Он двинулся было к дверям, потом посмотрел на Семена своими грустными глазами, горько усмехнулся и тут же пригладил усы двумя пальцами, — наверное для того, чтобы скрыть эту усмешку, — и медленно пошел из комнаты.

По правде говоря, Семену жаль было их обоих — и Лизу, и Валерия Зиновьевича. Он подумал о своем старике, вспомнил, какой он был, когда Семен отказался идти в институт и его призвали в армию; отец прямо-таки не находил себе места, это потом успокоился и стал говорить, что армия — это тоже неплохо, там дают хорошую закалку, но Семен-то видел, как у него скребло на душе. Почему все-таки старики не понимают самого простого, того, о чем сказала Лиза: любой должен попробовать и испытать, чего он стоит в этой жизни.

Семен сел напротив Лизы, взял ее руку, зажал в своих ладонях.

— Знаешь что, — сказал он. — А зачем тебе ехать в Ленинград, давай поедем вместе. Правда, я еще не знаю, как у меня там, дома, но все равно поедем.

— Смешной ты, — вздохнула она. — Тогда уж все, что я задумала, полетит к черту. Я ведь хочу пожить одна.

— Тогда давай сначала полетим в Москву, а потом уж в Ленинград. Может быть, я с тобой махну.

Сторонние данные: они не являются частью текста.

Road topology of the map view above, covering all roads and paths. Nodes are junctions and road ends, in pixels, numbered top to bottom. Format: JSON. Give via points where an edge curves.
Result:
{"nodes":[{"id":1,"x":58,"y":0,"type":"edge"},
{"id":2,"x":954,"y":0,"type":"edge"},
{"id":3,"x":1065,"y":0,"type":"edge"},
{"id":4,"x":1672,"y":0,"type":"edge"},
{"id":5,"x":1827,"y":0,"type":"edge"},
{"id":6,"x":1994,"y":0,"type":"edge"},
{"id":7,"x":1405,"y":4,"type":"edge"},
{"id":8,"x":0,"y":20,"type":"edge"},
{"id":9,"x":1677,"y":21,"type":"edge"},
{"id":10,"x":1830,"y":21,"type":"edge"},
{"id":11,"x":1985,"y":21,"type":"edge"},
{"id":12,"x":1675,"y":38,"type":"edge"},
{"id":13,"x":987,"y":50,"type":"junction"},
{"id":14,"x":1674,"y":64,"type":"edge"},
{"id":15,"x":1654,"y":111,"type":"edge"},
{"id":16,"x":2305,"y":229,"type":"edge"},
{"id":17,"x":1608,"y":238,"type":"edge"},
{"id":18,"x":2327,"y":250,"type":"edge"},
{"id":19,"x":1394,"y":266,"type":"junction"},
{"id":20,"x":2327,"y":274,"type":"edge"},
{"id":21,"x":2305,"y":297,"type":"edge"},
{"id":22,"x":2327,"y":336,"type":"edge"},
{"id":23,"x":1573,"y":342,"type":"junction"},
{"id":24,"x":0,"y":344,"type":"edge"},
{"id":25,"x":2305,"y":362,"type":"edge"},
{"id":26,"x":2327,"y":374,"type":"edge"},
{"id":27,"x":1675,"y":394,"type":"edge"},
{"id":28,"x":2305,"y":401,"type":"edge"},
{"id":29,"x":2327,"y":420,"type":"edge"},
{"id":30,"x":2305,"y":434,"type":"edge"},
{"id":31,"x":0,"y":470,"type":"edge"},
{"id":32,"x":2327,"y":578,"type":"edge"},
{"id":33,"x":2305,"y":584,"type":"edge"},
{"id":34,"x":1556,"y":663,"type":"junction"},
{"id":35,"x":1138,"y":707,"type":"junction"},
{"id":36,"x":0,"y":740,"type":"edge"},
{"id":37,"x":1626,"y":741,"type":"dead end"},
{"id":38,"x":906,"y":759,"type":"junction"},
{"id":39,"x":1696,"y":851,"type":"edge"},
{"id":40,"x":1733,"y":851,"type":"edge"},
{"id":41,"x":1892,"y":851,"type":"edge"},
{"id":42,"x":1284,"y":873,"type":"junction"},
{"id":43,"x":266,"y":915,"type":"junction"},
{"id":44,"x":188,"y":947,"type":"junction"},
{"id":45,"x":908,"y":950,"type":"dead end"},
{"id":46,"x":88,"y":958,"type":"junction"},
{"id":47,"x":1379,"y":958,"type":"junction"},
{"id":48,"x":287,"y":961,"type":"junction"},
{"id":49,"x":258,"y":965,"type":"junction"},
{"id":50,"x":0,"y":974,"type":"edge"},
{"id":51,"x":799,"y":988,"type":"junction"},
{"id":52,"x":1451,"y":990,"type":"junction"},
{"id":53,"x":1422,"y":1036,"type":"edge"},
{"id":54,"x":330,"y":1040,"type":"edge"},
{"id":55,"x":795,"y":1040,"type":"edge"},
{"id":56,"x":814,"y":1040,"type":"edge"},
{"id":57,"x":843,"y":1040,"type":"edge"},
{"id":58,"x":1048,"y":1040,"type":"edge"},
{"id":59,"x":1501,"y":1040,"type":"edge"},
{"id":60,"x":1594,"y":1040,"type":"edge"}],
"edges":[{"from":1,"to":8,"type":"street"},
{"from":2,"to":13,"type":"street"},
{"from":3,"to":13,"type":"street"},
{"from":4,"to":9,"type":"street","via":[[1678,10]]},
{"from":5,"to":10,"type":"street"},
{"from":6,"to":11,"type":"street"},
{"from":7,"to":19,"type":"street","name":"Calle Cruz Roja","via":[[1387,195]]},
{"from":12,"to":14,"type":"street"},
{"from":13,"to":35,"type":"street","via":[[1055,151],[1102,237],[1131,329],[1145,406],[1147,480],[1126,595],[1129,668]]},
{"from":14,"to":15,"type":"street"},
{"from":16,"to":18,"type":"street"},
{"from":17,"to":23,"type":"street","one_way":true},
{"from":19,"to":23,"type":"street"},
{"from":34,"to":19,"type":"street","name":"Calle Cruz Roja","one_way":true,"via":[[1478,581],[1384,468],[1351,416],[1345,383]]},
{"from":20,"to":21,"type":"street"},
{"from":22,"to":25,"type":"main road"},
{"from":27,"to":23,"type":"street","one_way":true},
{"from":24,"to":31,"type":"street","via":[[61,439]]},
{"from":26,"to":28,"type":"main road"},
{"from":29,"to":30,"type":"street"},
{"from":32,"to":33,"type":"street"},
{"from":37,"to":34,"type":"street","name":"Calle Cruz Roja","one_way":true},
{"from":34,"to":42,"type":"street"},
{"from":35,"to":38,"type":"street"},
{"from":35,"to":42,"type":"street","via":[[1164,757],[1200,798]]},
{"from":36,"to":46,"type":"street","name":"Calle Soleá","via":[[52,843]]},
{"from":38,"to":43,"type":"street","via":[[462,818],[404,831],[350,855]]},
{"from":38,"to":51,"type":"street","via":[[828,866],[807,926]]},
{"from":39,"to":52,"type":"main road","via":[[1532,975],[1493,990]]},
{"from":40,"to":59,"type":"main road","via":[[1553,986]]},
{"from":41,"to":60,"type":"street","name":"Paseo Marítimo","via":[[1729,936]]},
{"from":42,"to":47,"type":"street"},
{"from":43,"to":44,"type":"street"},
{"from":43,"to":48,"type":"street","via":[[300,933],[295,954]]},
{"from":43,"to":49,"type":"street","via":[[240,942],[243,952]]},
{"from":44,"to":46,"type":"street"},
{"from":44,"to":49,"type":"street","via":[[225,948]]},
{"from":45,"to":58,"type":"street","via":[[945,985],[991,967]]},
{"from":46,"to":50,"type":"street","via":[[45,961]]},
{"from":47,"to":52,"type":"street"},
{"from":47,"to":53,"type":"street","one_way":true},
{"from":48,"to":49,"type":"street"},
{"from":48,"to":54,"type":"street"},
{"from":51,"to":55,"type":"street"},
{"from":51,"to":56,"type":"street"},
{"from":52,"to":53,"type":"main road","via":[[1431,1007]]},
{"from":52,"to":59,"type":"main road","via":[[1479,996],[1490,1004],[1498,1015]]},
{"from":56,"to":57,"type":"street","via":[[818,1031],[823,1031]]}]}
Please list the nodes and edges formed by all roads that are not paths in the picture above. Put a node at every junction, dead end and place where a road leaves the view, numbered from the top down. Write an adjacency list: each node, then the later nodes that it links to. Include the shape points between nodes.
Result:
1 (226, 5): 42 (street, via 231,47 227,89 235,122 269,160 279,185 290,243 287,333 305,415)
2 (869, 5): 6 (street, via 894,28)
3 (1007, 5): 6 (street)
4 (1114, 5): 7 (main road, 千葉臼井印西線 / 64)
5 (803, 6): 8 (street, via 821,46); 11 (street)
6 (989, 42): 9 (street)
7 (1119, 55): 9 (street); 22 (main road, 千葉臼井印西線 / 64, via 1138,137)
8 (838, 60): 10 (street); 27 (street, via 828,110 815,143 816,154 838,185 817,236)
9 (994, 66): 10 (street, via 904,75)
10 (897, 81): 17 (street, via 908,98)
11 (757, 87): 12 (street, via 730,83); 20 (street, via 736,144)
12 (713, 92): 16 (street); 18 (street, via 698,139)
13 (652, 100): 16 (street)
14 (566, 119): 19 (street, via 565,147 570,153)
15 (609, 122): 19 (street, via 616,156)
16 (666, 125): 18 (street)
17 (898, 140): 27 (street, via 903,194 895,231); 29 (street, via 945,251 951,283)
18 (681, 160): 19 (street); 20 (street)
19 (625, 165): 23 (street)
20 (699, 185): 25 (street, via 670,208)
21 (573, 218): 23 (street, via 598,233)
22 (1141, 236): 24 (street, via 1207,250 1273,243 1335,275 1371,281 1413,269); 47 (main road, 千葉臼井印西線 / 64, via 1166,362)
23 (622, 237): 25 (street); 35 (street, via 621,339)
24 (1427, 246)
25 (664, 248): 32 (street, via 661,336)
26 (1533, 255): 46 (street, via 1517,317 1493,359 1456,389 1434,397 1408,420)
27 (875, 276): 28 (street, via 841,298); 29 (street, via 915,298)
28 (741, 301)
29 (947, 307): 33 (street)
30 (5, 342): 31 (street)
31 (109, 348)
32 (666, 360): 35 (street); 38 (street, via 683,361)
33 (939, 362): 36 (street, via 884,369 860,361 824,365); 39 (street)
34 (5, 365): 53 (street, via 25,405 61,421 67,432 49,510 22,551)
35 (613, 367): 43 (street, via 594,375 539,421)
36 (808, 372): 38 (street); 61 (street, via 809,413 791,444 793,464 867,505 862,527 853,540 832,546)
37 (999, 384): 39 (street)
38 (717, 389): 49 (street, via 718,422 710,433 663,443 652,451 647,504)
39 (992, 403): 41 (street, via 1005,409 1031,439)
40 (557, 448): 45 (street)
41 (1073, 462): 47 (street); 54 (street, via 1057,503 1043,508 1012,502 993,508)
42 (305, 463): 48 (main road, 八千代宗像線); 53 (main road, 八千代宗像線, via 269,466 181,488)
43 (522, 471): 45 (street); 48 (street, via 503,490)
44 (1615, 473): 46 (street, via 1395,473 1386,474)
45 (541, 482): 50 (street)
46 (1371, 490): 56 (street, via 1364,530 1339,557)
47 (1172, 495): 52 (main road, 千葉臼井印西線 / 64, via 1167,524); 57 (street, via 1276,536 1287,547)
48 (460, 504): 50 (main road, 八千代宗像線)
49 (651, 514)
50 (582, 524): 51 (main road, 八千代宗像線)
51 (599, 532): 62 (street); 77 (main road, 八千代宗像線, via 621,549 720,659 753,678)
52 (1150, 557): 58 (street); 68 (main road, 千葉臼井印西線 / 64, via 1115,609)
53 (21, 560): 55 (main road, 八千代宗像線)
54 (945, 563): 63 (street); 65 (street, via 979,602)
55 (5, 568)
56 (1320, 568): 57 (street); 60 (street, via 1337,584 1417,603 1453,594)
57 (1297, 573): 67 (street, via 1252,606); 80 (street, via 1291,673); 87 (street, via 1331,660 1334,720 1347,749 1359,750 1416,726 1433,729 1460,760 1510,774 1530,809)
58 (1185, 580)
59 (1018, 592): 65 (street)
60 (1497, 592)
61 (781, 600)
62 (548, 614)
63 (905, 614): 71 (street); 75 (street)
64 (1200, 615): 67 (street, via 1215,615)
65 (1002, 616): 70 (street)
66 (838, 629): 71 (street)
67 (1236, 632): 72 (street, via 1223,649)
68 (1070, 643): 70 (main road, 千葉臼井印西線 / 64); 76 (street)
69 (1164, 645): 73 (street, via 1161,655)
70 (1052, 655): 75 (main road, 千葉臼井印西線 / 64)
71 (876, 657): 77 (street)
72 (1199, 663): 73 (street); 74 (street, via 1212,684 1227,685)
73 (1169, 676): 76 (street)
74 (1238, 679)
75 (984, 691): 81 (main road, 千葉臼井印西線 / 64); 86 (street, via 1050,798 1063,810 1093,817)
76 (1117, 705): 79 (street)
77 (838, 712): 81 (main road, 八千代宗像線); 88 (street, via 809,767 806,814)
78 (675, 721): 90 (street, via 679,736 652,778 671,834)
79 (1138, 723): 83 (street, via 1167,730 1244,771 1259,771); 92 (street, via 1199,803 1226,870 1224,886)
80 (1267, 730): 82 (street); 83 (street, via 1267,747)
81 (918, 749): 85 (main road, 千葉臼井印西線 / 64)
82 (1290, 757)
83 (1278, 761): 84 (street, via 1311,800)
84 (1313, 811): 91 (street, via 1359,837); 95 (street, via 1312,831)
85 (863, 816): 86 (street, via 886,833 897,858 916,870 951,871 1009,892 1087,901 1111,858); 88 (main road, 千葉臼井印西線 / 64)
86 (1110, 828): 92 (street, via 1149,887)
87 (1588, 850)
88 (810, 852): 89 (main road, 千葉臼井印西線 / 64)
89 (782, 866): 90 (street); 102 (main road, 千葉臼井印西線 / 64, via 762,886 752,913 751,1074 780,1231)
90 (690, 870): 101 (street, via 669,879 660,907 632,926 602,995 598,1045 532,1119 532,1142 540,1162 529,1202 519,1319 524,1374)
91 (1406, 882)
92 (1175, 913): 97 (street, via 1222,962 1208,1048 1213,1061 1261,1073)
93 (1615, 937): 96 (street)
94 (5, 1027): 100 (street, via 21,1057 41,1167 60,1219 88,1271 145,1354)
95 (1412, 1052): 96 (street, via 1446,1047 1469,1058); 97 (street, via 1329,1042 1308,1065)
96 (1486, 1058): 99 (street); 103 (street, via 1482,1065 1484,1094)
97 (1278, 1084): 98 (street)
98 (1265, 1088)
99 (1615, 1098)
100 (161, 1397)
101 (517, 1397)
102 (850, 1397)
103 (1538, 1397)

— Нет, — сказала она, — у меня денег в самый-самый обрез. Билет в Ленинград я купила.

— У меня немного есть. Я тебе дам.

— Мне не надо. Да ведь Москва и Ленинград — это совсем рядышком, не то что Дальний Восток.

11

Танцырев чувствовал себя скверно, это бывало с ним перед операцией: никогда не знаешь, чем она закончится, неизвестность вызывала в душе перепады. Шеф сказал как-то одному из журналистов, восхитившемуся смелостью хирурга: «Это не наша смелость, а больных, мы за нее и держимся». Он был прав, каждый хирург, наверное, знает, с каким напряжением приходится преодолевать страх, чтобы его не заметили другие, не передался бы он тем, кто будет ассистировать. Танцырев бывал на операциях, когда хирург начинал швырять зажимы на пол, обкладывать матом сестер, — это было отвратительно. Танцырев давно уж понял: нервность и ругань прикрывают слабость квалификации.